Cela signifie, d’une part, que la ville, pour son hôte (l’architecte et le visiteur), et le cinéma, pour le cinéaste et le cinéphile, entretiennent une relation réciproque, une correspondance de dispositifs. La ville est à la fois « sujet idéal » d’un film et une « illustration » de l’acte cinématographique — non restreint, nous semble-t-il, à la seule opération de montage.

Deuxièmement, l’adjectif « cinématographique » et l’expression « faire du cinéma » (soit faire acte de cinématographiste) nous paraissent présupposer un partage entre cinéma et cinématographe dans le sillage de Robert Bresson et de ses Notes sur le cinématographe (1975). Le réalisateur jugerait possible de distinguer une pratique et une expérience essentiellement cinématographiques de celles qui ne le sont pas, ou qui ne le sont qu’accidentellement. Le cinématographe serait révélateur, par les apparences mêmes, d’une présence au-delà des apparences, de la réalité du réel. Le cinéma est, quant à lui, divertissant : il répond à une logique de pouvoir qu’il dissimule. Corrélativement, s’opposeraient une architecture urbaine et une expérience de la ville essentiellement culturelle (en ce qu’elle favorise la relation des personnes), et une architecture dégradante et une expérience dégradée, spectaculaire ou sordidement fonctionnelle.

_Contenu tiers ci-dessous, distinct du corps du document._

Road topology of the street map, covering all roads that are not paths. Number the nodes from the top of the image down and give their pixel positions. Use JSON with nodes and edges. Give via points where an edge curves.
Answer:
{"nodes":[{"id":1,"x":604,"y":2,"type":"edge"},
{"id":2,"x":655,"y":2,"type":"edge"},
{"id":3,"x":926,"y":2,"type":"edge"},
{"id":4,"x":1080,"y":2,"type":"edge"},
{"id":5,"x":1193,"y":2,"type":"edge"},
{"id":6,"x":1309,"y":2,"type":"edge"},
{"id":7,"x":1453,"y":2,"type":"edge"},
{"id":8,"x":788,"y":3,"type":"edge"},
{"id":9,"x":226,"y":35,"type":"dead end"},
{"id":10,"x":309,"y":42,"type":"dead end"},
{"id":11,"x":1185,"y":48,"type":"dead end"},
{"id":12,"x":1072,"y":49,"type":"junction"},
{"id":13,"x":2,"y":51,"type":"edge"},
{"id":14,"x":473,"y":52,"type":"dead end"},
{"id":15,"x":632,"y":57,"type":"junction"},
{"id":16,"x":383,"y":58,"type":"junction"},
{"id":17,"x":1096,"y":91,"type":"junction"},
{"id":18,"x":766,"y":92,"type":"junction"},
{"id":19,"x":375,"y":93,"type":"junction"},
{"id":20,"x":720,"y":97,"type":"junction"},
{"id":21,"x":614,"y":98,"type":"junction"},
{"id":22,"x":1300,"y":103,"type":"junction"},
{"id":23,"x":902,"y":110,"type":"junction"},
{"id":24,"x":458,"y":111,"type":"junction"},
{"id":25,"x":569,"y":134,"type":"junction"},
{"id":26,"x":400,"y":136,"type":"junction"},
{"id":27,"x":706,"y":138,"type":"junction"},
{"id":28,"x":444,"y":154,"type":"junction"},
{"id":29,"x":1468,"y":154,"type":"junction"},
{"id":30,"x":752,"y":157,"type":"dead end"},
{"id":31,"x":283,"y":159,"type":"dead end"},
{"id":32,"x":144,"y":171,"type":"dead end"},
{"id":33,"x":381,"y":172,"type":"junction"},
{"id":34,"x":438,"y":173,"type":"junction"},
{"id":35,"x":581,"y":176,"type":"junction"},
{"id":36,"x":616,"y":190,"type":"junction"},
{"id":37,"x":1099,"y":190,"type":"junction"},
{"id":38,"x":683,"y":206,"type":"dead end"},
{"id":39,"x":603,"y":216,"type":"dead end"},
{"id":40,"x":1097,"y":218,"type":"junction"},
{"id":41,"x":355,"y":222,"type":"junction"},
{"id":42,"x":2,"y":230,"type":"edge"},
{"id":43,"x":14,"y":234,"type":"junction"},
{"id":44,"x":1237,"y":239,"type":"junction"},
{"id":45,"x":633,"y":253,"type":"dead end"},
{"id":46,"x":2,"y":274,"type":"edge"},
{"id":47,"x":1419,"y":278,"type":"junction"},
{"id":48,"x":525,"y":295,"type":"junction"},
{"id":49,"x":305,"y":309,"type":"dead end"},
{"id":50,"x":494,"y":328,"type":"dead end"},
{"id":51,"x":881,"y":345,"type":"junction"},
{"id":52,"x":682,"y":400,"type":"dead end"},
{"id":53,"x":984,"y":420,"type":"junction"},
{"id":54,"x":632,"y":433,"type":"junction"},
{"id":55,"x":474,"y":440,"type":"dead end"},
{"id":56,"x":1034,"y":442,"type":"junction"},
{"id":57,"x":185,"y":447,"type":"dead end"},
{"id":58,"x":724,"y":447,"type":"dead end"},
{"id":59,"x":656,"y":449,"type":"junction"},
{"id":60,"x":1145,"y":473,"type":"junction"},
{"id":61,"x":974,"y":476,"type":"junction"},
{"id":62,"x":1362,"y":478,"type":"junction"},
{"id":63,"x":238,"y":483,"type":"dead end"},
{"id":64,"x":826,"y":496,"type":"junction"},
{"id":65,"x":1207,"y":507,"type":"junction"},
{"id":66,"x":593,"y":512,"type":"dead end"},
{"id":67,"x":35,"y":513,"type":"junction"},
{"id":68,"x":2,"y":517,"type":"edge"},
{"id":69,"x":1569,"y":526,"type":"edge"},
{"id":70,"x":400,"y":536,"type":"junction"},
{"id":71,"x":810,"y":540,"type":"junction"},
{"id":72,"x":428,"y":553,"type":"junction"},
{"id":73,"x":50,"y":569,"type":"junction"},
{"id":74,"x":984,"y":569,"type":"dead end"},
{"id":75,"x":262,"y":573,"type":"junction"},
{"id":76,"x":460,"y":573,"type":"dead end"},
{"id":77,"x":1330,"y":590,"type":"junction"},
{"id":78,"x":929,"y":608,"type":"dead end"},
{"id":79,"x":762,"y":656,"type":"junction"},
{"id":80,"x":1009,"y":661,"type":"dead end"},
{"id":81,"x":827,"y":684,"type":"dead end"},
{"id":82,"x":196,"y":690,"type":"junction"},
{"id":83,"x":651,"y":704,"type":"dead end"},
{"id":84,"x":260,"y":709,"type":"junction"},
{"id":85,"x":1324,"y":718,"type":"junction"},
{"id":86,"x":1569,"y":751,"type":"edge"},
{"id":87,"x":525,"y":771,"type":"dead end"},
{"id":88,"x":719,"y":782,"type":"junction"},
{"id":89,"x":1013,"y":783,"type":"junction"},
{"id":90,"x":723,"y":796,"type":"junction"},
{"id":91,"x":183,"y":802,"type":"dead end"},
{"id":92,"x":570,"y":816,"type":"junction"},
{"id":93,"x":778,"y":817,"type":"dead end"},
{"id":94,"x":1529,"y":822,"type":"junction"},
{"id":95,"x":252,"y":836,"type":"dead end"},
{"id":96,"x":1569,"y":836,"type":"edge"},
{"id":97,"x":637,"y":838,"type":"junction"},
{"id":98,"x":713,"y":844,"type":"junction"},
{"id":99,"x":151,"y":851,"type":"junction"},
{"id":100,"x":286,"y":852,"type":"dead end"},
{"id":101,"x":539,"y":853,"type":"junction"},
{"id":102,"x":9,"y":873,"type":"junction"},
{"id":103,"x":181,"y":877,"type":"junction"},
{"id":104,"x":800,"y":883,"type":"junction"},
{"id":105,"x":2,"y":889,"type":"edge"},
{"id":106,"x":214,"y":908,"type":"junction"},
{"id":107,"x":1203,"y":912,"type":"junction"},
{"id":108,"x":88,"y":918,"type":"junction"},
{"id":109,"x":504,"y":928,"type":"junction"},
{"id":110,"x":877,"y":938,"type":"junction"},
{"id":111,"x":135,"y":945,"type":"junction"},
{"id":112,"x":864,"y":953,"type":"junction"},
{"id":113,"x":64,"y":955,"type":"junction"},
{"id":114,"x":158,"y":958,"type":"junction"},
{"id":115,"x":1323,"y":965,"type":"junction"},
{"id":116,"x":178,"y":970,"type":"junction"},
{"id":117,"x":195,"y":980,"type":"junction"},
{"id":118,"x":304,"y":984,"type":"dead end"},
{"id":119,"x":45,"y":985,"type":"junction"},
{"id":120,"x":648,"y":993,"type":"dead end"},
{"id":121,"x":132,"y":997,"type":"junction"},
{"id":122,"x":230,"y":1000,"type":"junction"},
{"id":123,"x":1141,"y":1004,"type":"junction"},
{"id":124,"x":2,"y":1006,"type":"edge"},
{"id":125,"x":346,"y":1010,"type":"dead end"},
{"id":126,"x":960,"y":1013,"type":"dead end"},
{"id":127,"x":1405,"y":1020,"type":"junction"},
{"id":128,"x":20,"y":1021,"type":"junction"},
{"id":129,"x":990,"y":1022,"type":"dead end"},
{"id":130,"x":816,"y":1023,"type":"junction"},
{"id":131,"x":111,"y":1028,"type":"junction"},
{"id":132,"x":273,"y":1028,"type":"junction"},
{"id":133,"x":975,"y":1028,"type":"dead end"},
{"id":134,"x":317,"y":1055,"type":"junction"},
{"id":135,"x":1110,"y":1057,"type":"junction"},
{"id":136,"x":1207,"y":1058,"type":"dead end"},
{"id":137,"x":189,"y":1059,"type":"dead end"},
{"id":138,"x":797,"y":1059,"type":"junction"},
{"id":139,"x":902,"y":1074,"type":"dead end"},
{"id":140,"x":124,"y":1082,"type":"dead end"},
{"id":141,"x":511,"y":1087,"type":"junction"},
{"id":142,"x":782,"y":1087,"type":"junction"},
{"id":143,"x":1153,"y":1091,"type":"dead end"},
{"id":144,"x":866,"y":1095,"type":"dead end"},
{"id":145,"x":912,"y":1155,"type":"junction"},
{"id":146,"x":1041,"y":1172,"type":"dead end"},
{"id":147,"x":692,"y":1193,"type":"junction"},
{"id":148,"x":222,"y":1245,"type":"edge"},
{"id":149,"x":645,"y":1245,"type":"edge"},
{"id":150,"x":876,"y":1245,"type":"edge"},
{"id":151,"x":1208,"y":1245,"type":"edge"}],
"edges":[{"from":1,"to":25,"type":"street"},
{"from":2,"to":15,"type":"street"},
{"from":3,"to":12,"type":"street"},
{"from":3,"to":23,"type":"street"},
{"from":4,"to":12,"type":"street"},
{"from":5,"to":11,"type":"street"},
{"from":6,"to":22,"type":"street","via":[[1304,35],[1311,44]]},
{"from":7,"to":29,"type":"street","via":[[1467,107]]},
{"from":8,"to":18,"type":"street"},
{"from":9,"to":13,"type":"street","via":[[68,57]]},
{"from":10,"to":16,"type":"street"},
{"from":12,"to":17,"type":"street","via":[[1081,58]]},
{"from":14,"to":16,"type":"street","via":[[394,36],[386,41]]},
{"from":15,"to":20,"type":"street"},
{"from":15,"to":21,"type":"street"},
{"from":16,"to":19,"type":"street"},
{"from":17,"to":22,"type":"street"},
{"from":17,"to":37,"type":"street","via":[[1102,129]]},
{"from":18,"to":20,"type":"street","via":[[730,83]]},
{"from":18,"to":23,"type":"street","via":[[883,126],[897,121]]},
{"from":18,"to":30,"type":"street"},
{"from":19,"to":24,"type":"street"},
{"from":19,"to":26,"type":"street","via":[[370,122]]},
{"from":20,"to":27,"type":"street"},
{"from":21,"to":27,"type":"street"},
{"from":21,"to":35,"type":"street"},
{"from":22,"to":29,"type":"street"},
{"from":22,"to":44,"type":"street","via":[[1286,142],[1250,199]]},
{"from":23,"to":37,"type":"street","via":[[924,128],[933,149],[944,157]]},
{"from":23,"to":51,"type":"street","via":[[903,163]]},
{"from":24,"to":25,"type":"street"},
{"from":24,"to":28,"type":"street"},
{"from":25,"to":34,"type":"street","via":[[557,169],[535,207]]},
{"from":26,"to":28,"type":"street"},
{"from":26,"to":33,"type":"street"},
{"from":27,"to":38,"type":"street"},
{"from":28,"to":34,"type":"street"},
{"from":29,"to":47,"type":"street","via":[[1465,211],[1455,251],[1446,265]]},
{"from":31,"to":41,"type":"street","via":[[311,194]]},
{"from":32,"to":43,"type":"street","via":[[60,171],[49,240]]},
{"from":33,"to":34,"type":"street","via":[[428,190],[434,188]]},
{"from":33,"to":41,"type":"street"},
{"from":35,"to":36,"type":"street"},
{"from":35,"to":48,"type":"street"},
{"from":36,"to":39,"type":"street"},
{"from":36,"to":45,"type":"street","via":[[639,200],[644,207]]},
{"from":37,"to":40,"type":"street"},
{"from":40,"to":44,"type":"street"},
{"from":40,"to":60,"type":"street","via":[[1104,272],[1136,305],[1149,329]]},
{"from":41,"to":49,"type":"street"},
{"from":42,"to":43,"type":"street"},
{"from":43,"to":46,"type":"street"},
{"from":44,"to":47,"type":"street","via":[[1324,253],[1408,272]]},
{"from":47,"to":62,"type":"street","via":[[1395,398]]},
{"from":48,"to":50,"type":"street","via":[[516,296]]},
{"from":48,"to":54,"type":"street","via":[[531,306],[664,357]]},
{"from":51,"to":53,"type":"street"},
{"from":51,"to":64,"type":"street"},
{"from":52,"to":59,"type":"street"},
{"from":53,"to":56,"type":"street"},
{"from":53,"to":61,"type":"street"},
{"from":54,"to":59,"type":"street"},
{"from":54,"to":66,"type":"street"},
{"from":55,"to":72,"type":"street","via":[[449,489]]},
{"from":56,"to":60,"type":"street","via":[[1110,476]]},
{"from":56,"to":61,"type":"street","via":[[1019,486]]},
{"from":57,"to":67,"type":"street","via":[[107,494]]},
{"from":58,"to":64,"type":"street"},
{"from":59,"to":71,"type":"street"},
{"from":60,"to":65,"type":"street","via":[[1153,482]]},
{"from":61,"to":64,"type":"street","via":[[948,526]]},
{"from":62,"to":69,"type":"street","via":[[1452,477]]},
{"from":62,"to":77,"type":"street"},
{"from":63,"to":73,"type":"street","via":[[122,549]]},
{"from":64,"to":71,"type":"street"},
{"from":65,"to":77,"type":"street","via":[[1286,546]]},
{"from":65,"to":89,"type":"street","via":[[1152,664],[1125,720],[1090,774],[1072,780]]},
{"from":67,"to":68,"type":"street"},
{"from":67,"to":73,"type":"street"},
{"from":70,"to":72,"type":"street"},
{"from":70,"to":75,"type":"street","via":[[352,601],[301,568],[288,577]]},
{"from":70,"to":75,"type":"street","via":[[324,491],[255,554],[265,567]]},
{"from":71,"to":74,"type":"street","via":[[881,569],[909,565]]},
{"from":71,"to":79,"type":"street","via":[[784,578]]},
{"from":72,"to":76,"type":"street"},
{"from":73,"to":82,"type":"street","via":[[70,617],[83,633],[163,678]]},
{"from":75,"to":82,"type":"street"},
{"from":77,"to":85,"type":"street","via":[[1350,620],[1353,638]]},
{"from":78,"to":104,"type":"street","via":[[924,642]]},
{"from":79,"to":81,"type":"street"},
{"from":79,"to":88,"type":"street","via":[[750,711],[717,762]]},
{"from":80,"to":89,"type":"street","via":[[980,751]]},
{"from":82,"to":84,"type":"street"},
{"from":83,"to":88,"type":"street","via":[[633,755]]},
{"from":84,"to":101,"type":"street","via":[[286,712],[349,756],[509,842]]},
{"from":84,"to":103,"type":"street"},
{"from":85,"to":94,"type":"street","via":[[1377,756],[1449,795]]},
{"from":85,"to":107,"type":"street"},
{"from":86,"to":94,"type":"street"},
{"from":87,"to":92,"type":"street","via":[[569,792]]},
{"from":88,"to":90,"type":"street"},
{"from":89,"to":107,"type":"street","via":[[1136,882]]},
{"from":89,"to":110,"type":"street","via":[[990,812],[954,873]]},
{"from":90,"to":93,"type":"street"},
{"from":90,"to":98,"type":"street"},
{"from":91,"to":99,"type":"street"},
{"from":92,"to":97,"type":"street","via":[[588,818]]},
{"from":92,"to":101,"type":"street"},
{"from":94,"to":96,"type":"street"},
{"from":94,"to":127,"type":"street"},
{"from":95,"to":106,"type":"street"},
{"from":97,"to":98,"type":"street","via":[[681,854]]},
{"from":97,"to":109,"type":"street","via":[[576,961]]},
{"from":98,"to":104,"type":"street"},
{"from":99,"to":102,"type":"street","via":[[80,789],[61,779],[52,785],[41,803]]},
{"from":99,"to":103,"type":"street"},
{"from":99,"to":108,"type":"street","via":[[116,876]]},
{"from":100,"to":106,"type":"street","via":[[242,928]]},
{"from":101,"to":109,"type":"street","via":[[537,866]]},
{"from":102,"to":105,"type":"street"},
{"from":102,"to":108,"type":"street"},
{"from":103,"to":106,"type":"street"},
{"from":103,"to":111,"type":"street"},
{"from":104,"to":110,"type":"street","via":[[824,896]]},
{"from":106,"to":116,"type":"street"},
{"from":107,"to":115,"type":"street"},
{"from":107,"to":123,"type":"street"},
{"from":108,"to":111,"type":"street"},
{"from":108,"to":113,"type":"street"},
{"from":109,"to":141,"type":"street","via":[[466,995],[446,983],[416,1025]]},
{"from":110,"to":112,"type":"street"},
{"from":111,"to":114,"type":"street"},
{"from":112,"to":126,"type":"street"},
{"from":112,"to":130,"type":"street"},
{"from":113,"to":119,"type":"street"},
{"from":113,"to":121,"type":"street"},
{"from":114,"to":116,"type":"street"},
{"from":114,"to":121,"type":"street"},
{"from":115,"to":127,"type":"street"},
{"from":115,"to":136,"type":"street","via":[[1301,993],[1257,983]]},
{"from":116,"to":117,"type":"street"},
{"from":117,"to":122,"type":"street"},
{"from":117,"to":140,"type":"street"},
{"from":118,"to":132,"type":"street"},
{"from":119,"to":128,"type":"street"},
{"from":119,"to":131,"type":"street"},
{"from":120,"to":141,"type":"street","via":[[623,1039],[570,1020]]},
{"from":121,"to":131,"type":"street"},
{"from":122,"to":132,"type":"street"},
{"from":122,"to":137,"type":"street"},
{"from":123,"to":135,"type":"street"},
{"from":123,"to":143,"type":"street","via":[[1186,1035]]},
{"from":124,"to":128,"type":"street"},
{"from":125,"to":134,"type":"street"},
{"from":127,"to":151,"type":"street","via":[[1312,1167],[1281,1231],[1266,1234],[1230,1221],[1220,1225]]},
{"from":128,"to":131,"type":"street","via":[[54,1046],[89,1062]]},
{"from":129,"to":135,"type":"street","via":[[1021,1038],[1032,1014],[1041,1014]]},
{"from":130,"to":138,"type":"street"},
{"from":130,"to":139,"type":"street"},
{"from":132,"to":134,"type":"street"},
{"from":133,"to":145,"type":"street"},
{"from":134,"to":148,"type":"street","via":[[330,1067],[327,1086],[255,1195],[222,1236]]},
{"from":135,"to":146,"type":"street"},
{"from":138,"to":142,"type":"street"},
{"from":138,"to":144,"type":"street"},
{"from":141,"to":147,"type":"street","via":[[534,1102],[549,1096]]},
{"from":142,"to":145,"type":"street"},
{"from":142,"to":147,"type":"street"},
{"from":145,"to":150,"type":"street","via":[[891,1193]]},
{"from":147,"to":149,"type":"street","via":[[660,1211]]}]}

Enfin, la ville est un thème majeur de la filmographie et de l’oeuvre littéraire de l’auteur. Paris, Lisbonne, Londres, voire Saint-Jean-de-Luz, chacune s’y présente comme lieu commun profane et sacré, lieu de signes pour des personnes y découvrant une ouverture au monde et à autrui. Cependant, Rome, en explicitant cette communauté, est un prototype. Le rôle de médiation de l’architecte (donc du cinéaste) dans la création de ces signes y est lui-même explicité. La Sapienza, mettant en lumière cette médiation, n’est pas redondant en regard de la vacance romaine de Toutes les nuits. Elle en explicite la dimension kénotique, rend évident son évidement. Rome est la ville qui, en nous en mettant plein les yeux, par son théâtre d’histoires et de pouvoirs foisonnants et protéiformes, nous appelle paradoxalement à voir au-delà, à contempler un vide accueillant la lumière derrière les apparences.

En développant ces trois remarques, nous nous proposons d’élucider la relation de la Rome baroque du xviie siècle, théâtre de la rivalité de Borromini et du Bernin, avec la ville et le cinéma, et la place qu’occupent architecte et cinéaste.

Cinecittà et Cinematographicacittà

Dans cet antre noir, boîte noire des origines, présentes, absentes, cachées sous l’écriture de ce latin qui signifie caché, de cette boîte noire fusent, jaillissent, le sens, l’écriture, la trace, le mugissement brut, le son, la voix, l’histoire, l’origine, dans tous les sens. Le détail du temps et ses conditions.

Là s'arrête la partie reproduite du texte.